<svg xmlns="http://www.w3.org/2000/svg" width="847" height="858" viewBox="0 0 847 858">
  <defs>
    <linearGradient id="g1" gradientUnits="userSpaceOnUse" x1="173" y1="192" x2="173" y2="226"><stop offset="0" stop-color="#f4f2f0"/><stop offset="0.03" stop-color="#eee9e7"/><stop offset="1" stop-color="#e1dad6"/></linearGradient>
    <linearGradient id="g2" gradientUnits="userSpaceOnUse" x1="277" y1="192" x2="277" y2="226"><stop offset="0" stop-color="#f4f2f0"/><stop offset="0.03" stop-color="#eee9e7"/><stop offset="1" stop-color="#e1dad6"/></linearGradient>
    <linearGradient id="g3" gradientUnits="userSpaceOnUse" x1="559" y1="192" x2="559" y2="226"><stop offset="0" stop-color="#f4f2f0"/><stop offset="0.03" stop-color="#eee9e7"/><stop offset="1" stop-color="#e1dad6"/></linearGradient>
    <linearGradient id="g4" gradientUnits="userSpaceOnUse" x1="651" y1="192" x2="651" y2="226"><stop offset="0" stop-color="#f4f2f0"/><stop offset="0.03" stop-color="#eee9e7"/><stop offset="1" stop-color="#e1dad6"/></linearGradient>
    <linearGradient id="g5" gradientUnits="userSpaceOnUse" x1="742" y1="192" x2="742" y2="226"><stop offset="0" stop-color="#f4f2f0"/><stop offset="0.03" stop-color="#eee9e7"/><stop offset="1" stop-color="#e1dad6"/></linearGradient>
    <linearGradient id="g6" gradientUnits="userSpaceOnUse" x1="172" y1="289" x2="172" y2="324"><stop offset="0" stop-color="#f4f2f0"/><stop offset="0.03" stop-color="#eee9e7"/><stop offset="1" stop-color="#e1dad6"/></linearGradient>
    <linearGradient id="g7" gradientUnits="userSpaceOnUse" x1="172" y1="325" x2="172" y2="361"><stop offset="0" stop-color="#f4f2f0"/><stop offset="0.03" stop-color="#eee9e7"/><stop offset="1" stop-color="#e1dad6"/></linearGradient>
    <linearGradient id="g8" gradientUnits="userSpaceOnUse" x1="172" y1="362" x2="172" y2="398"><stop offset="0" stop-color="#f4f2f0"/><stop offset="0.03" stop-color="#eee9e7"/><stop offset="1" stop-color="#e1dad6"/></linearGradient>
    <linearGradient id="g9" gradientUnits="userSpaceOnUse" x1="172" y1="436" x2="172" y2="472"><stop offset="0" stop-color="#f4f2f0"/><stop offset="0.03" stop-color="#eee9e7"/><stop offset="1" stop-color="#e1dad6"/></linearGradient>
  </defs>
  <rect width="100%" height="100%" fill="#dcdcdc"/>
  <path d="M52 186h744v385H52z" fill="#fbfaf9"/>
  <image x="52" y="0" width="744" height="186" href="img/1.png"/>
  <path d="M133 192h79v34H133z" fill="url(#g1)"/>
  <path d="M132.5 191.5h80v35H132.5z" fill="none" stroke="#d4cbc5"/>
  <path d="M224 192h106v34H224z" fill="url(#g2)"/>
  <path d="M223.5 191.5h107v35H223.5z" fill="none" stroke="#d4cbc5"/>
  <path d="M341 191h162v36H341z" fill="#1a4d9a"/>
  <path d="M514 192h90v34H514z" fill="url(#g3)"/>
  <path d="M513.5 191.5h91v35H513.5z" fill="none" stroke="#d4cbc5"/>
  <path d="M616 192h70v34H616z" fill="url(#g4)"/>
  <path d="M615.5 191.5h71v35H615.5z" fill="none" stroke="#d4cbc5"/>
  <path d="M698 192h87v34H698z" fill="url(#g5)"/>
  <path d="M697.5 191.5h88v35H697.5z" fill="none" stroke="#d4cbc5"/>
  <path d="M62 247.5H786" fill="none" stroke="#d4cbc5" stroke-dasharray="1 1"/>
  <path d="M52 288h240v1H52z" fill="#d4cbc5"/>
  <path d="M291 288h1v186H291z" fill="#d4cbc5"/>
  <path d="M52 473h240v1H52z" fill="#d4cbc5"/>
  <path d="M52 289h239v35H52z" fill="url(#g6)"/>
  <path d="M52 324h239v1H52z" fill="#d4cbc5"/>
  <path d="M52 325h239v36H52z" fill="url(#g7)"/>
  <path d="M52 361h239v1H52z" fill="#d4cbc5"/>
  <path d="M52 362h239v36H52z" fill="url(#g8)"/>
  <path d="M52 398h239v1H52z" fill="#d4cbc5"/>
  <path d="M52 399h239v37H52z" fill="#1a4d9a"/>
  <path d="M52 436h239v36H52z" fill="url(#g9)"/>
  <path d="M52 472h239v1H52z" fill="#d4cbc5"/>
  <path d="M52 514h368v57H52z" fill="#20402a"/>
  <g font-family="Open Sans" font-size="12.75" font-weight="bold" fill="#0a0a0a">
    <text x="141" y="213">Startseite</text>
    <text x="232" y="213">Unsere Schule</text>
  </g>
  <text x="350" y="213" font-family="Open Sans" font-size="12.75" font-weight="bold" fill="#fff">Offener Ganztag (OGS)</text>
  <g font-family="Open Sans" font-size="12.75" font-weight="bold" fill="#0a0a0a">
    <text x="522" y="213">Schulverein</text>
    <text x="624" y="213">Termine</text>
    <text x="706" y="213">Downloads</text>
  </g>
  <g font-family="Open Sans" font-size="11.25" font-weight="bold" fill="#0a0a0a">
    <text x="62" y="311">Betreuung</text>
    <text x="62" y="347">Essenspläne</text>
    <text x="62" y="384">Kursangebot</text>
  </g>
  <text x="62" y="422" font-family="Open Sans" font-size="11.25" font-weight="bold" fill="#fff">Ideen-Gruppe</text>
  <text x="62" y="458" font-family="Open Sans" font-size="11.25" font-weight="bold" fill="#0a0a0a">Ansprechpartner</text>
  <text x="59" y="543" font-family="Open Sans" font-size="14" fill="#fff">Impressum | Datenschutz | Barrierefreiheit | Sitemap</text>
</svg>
· · · ·
> [Activity]
Working from the entries above, return all lines that contain "height".

> [Response to this task]
<svg xmlns="http://www.w3.org/2000/svg" width="847" height="858" viewBox="0 0 847 858">
  <rect width="100%" height="100%" fill="#dcdcdc"/>
  <image x="52" y="0" width="744" height="186" href="img/1.png"/>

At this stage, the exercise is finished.